Gather Social Context
Social media can be a great place to gather valuable lead intelligence that fuels your more high-touch sales efforts, like phone calls or in-person meetings. For example, one IT consulting company, NSK Inc., uses social media to streamline their in-person networking events. They host various in-person events in the industry, and invite people to register for free to attend and learn about new technologies in cloud computing and other relevant topics. Before the event, sales reps are able to pull a list of their leads who are attending, and easily view a history of their interactions with the company, a picture of them sourced from Twitter, and a stream of only their tweets. When sales reps have this valuable information ahead of time, they can streamline their conversations to the aspects of their offerings that each person cares about, instead of showing off every feature or capability.
Engage in a Conversation
Though some behaviors have changed with the adoption of new technologies, one thing hasn’t changed: we all still like to be treated like humans. The philosophy of inbound aims to take Marketing and Sales back to square one, and put the person (in this case, a prospect or lead) back at the center of your strategy. That means engaging in helpful conversations, not in sales pitches. That means addressing the specific needs of each individual person, not blasting the same all-encompassing tweet or response. Here are a few tips for better, more personalized social engagement:
1) Answer the Prospect, Not the Competition
If a prospect sends a message out to the Twittersphere asking for experiences with your company versus your competitor, you should, obviously, do what you can to answer their question. You should not send them a message about how much your competition sucks (even if they do). Instead, you could send them a link to a case study or testimonial from an existing customer. If your email marketing client and web analytics are integrated into your social media monitoring tool, you could look into your contact’s past history with your company to better identify what their biggest challenges and interests are, and target your message toward them accordingly.

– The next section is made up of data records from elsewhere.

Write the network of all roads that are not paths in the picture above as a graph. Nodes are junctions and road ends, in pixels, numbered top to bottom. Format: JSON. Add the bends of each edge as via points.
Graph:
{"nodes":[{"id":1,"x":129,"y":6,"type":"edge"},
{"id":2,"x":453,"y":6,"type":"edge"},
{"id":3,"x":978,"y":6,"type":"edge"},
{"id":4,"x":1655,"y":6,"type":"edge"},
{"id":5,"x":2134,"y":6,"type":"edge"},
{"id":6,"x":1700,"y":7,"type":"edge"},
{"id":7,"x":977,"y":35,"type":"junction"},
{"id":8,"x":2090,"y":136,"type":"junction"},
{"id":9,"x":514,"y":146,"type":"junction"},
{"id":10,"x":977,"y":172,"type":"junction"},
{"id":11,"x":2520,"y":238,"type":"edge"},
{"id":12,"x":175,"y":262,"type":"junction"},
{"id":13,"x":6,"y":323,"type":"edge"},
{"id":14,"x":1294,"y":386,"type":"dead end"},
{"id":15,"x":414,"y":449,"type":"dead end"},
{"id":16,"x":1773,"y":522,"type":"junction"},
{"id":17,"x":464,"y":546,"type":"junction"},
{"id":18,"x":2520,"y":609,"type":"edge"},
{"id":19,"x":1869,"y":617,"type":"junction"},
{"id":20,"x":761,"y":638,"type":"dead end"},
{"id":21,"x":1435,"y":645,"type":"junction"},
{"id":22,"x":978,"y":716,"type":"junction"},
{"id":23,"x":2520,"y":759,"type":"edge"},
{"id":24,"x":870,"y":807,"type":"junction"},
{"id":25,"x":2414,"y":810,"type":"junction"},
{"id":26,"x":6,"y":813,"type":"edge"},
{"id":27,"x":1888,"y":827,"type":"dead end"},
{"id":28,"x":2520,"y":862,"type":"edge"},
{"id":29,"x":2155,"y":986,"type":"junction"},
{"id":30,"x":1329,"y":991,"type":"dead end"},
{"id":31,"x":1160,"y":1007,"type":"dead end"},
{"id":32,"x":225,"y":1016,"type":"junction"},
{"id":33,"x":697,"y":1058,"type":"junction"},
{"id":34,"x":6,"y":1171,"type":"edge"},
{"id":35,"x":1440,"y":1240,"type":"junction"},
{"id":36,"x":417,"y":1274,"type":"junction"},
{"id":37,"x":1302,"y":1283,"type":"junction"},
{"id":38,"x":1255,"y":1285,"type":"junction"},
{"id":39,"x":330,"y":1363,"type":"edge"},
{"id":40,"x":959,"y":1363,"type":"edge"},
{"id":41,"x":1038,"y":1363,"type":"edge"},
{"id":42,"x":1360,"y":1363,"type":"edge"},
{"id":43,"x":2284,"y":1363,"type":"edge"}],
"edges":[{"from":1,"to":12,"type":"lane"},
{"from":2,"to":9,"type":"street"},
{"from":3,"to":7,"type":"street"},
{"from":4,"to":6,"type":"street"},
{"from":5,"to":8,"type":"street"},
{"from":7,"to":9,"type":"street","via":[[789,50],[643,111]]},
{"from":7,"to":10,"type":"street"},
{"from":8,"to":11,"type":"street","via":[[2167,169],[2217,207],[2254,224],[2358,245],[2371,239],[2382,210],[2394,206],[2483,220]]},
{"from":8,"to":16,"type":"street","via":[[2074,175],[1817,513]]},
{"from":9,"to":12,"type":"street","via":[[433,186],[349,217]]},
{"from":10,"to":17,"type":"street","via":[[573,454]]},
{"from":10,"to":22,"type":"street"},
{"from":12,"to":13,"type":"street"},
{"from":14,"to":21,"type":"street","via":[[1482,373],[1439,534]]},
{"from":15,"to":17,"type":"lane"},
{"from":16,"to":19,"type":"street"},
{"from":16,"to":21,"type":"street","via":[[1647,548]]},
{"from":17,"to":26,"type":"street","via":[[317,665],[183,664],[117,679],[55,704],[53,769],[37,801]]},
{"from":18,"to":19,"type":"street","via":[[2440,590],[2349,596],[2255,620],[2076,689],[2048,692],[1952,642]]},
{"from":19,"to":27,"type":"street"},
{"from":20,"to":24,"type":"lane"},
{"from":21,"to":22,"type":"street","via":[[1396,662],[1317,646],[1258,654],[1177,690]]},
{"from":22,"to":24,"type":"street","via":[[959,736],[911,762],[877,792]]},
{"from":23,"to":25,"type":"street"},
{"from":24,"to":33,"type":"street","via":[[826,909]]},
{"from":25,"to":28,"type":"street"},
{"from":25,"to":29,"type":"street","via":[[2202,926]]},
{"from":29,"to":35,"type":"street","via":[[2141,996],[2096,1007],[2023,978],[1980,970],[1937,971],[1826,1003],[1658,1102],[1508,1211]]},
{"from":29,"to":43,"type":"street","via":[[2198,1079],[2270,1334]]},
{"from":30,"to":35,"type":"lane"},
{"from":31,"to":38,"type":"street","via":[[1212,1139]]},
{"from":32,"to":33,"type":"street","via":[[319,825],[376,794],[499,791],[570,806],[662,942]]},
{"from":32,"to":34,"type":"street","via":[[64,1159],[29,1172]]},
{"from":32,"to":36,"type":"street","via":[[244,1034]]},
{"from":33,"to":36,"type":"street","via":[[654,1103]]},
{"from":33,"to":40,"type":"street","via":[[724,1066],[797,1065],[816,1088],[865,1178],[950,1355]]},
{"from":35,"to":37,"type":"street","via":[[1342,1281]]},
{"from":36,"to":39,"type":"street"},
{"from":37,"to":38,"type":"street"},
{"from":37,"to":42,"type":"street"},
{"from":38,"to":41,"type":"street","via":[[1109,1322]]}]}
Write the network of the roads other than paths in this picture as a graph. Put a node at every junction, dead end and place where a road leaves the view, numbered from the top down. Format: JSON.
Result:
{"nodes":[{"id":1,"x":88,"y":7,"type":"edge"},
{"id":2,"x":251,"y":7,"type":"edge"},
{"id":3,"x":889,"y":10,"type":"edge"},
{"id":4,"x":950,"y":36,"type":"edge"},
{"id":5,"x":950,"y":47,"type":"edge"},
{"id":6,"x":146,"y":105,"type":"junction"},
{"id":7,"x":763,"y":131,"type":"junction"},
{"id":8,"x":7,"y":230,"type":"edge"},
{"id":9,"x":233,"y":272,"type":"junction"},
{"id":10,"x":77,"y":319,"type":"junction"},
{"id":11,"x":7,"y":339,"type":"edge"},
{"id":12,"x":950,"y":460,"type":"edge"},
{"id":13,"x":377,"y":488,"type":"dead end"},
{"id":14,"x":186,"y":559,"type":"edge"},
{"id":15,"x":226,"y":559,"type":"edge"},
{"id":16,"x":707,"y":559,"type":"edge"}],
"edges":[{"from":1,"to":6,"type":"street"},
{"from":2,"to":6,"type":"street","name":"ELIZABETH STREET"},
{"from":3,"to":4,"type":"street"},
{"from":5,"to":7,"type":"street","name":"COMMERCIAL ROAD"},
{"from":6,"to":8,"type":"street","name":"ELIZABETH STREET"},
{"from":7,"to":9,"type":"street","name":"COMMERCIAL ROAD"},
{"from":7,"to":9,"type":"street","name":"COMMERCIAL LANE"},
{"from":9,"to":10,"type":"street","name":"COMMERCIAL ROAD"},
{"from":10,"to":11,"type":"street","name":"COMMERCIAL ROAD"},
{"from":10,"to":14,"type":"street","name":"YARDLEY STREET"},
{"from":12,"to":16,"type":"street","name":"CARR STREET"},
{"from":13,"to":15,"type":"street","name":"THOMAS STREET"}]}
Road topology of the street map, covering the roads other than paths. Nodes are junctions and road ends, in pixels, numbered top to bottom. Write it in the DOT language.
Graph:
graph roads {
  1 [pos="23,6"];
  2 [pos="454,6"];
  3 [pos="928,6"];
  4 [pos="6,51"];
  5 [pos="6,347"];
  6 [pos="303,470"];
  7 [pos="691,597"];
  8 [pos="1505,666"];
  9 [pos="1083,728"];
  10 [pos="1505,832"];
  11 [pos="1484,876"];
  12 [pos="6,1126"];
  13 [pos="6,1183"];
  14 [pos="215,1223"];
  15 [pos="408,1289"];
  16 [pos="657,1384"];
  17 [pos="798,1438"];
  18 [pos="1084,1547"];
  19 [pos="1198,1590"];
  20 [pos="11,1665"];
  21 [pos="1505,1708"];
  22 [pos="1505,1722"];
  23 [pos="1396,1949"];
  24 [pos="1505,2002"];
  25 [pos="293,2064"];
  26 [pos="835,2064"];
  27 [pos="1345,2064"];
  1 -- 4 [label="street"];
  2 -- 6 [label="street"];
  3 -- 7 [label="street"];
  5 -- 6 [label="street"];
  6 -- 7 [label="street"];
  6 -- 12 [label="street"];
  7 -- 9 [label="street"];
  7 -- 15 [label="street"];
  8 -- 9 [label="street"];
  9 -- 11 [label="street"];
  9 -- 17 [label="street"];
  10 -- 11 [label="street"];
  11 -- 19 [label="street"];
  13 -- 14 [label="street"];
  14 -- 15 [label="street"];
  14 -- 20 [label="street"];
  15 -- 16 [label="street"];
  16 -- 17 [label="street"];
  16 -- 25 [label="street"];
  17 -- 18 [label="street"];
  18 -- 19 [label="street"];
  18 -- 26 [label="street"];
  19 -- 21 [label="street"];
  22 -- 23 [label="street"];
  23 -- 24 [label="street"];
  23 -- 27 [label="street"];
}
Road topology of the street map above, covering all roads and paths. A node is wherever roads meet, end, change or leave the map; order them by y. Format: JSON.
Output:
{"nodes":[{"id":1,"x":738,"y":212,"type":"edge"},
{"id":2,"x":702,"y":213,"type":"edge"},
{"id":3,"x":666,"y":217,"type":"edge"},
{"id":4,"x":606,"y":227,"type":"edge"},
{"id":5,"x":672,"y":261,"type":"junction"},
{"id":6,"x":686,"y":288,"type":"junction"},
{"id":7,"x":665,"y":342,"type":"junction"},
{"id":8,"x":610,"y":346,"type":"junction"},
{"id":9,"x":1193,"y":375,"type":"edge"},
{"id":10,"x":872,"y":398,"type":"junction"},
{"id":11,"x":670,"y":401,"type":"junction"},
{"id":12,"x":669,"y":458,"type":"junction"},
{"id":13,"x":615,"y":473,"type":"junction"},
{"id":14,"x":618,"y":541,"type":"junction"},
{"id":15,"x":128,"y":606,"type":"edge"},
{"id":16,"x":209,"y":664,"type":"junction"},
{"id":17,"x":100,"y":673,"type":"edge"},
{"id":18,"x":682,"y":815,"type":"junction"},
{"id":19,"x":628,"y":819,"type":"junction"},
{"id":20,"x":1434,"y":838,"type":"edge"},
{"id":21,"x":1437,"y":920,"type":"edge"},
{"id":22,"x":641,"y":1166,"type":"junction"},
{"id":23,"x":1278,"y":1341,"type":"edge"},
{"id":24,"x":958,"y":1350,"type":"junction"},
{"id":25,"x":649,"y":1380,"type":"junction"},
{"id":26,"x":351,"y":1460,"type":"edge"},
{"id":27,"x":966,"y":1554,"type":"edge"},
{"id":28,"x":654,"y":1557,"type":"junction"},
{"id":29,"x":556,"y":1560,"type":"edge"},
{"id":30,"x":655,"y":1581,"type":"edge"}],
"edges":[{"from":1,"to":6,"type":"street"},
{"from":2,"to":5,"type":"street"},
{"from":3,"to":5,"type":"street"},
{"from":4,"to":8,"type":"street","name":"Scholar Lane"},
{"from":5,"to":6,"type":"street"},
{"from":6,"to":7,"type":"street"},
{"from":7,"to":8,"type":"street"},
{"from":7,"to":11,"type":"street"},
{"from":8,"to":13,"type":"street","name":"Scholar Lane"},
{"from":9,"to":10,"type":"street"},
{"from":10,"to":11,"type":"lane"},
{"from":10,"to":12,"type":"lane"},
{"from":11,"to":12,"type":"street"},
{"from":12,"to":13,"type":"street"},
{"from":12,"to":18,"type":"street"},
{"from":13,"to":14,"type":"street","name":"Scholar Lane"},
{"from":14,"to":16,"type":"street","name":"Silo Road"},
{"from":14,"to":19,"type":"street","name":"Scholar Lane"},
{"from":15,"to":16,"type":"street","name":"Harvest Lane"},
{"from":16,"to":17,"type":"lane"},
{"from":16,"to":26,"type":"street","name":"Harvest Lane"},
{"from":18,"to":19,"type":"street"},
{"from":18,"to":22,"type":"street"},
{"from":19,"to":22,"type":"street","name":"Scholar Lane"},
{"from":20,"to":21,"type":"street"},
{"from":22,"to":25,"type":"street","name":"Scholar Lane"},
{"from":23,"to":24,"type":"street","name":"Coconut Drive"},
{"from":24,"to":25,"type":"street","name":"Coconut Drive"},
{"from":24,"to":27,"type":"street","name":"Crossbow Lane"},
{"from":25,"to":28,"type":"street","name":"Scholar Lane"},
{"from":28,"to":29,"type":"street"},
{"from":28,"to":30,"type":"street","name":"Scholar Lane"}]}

2) Develop a Personal Relationship
The real secret to social media is simple: be a person. People don’t want to do business with automated social media bots. Social media is an amazing opportunity to break down the faceless front of a company or brand and establish yourself as an actual person at the other end of the screen. This is the kind of rapport sales folks aim to achieve at the beginning of every phone call. Similarly, rapport can be established over social media, all the while having rich lead intelligence on hand to better understand and effectively address your potential customers’ pain points.
3) Don’t Be Afraid of What You Don’t Know
Maybe your leads are asking you questions you don’t have the answers to, whether they be technical or in the domain of another department. The best part about social media is that simply by answering your prospects’ calls, you’re already establishing great brand equity. If someone gives you a tough question, it’s better to tell a prospect that you’ll find them an answer and dig into it deeper with the people in your company that have the answers. Often, people can shy away from this level of uncertainty, but the openness of social media has invited a sense of transparency that, while uncomfortable at first, is preferred (and often demanded) by consumers.
Pretty low-hanging fruit, right? Feel like these are some changes you or someone you love in Sales could make today? (Hint: you totally can!) I believe in you, Sales. Become part of the 78%!